Friday, July 04, 2008

How much does it cost to get waterboarded?

So Christopher Hitchens got waterboarded for Vanity Fair. You can watch the video here and read his thoughtful article about the experience here. Conclusion - it's torture, but I kinda hoped everybody knew that already. But there seems to be a some bizarre little side industry in waterboarding journalists springing up. Presumably it is ex-military or CIA people doing it? Hence the fashion for balaclavas and once again a penchant for those vests with lots of pockets in them, favoured by wannabe foreign correspondents. Do they get paid for this? At the same time other former military interrogation experts are desperately trying to get Hollywood to stop making films and TV shows where the heroes torture, because American forces in Iraq and Afghanistan seem to be copying them.

1 comment:

Quizbo said...

Though I do wish they had picked a subject that wasn't in the words of the author himself, "a wheezing, paunchy scribbler," I have no doubts that this sort of thing is physically and psychologically equivalent to torture (even if the moral equivalence is a bit hazier as Hitchens writes in the article).

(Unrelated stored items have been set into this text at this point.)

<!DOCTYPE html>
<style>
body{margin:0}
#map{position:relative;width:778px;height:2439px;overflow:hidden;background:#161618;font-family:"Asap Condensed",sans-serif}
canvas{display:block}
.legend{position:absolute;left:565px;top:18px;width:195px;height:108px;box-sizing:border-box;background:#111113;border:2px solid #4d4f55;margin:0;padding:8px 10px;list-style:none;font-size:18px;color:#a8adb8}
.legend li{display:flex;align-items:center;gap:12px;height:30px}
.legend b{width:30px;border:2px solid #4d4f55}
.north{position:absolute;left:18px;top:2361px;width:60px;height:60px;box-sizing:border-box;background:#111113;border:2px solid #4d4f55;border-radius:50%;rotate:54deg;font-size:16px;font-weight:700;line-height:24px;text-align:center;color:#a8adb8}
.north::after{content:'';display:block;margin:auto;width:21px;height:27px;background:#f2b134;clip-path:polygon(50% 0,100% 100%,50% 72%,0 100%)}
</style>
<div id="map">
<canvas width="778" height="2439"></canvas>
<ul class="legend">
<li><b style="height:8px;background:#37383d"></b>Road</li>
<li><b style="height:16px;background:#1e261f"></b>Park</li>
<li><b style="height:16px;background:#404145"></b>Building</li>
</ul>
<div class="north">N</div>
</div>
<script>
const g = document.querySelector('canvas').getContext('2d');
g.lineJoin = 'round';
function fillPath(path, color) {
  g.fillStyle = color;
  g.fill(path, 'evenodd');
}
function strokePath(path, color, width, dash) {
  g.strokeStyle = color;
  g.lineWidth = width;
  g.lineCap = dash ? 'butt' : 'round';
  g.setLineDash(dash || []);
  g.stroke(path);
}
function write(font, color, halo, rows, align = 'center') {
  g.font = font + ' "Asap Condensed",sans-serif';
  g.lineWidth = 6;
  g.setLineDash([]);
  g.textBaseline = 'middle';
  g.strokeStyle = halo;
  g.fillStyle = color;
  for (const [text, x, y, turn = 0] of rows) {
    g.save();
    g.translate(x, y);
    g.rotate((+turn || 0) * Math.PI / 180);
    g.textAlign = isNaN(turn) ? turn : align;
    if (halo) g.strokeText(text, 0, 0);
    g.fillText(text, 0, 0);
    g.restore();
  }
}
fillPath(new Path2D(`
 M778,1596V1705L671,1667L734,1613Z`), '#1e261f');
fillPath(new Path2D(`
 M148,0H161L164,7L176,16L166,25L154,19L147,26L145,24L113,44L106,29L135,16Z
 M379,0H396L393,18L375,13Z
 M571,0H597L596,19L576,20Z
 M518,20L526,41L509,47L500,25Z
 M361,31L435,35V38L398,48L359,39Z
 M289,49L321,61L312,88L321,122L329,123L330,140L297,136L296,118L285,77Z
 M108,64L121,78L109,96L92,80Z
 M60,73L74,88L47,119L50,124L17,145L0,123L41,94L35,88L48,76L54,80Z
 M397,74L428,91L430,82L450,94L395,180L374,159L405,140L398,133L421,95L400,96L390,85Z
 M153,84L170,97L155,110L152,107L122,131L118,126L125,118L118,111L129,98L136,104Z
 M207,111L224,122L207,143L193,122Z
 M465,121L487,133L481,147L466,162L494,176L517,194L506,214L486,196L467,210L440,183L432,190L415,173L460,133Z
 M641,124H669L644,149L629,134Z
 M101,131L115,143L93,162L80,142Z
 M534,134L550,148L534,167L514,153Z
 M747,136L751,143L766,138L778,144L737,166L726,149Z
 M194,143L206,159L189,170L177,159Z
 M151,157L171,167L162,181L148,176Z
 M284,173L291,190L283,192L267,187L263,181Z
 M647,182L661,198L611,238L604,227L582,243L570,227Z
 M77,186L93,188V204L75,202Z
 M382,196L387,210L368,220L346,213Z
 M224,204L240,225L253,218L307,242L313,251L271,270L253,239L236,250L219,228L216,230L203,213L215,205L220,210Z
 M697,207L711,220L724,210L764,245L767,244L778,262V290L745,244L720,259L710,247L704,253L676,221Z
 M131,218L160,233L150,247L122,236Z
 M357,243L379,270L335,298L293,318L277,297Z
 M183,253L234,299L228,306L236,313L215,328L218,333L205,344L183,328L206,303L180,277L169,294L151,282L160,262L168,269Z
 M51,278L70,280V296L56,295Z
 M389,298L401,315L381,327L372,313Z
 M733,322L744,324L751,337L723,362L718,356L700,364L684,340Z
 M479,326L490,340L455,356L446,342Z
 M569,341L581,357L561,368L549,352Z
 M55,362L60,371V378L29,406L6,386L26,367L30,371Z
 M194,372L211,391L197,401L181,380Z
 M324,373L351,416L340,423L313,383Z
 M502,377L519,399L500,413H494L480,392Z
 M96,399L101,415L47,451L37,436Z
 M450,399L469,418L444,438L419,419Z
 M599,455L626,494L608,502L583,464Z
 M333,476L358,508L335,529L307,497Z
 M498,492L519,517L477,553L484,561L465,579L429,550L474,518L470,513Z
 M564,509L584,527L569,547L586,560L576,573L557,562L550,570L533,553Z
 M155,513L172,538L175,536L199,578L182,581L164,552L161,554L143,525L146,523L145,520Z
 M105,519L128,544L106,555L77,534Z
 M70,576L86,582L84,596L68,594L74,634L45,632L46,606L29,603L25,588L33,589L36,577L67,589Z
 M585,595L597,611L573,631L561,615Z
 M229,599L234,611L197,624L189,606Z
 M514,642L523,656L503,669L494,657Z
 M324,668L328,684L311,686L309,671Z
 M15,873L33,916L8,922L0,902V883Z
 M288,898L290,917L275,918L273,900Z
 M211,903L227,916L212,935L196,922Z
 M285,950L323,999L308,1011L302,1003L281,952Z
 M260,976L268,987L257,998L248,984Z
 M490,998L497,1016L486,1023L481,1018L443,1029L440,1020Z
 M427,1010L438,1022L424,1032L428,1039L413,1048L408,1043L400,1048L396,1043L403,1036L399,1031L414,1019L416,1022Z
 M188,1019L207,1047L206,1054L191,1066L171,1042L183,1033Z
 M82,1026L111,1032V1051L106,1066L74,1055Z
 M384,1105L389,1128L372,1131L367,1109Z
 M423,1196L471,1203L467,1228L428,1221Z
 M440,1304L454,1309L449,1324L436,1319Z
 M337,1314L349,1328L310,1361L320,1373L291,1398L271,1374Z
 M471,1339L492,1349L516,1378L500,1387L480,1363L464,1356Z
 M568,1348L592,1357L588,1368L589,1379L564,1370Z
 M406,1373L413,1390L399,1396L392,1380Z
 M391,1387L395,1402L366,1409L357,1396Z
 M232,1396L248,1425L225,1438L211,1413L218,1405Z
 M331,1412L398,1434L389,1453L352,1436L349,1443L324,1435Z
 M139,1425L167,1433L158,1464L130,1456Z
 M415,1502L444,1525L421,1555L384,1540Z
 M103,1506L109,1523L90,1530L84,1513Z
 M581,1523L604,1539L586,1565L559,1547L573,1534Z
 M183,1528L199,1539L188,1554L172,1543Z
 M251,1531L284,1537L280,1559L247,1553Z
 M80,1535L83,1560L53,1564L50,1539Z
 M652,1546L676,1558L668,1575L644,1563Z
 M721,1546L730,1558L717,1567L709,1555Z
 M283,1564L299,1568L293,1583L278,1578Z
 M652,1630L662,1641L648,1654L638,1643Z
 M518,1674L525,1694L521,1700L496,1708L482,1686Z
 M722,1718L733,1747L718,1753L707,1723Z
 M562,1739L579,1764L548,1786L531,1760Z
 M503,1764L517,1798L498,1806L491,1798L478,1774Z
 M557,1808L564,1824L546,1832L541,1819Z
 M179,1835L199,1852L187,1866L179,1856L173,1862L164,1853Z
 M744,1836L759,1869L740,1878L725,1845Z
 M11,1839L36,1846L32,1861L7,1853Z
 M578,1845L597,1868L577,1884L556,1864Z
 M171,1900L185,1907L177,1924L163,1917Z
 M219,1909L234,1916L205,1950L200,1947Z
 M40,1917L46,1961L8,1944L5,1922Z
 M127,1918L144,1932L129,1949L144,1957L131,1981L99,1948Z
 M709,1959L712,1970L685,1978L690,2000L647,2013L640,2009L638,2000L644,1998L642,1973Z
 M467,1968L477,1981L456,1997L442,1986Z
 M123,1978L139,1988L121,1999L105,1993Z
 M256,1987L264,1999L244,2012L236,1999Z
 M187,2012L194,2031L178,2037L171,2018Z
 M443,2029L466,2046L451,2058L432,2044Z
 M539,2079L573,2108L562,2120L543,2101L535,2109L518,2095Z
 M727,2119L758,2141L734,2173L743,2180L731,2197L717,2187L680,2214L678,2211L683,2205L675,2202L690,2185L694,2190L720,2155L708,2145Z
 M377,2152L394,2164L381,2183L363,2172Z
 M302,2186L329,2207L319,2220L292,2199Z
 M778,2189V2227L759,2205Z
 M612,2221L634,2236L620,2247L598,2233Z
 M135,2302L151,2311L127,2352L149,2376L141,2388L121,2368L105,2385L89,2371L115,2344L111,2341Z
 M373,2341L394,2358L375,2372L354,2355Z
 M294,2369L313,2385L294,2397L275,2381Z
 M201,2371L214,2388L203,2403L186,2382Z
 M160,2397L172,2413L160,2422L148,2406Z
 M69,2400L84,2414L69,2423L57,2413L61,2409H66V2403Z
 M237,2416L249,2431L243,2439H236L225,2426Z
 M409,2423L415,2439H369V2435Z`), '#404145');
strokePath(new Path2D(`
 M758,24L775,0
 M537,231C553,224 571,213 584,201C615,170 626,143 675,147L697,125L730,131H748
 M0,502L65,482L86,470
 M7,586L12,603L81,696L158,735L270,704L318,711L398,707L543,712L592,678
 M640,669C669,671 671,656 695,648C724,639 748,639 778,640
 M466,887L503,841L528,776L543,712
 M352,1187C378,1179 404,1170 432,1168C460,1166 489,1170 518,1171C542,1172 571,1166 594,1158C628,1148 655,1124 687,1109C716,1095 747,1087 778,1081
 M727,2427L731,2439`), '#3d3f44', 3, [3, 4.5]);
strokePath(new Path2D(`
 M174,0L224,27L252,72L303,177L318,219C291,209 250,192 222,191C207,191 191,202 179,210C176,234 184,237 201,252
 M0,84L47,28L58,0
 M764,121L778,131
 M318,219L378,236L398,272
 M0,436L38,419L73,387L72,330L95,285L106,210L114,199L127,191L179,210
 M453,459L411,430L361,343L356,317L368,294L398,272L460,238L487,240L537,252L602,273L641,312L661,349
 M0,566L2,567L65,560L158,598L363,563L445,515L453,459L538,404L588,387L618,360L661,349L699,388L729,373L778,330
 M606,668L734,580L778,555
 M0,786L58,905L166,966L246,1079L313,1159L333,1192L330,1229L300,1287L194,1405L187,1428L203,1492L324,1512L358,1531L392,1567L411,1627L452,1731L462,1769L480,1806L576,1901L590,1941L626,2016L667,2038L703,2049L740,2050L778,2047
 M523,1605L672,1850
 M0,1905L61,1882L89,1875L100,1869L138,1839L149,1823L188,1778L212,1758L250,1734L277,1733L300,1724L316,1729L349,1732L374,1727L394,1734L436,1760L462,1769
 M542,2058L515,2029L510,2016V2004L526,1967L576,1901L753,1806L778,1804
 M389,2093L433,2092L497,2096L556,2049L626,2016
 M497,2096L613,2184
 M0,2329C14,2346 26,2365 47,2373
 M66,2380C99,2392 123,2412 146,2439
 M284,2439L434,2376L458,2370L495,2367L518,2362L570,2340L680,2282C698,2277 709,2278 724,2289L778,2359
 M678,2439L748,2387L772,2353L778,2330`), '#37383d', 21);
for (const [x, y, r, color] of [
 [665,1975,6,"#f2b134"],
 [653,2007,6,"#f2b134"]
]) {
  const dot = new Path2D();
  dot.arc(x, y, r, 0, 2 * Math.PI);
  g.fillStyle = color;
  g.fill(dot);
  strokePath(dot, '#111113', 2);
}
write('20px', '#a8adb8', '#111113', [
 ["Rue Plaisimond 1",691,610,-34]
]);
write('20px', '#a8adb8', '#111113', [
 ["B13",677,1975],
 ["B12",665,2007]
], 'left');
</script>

Don't know if you saw the long NYTimes piece on the CIA interrogator who was so successful with Khalid Shaikh Mohammed and who refused training in waterboarding... very interesting piece that I think asks another interesting set of questions about the basic utility of such harsh methods: http://www.nytimes.com/2008/06/22/washington/22ksm.html?scp=4&sq=interrogation%20methods&st=cse

Just a small point on the vests... wannabe foreign correspondents wear them because it is the assumed standard uniform to show you're working "in the field" rather than in an air conditioned office, occasionally going to the roof for a live shot while local journalists go out to take all the risks. Real foreign journalists wear them to store their numerous pencil nubs, half notebooks and tissue fragments. Guys like the ones in this story wear them because they can be worn relatively comfortably in summertime and are long enough to adequately cover hip-holstered concealed weapons, yet allow easy sweep aside access.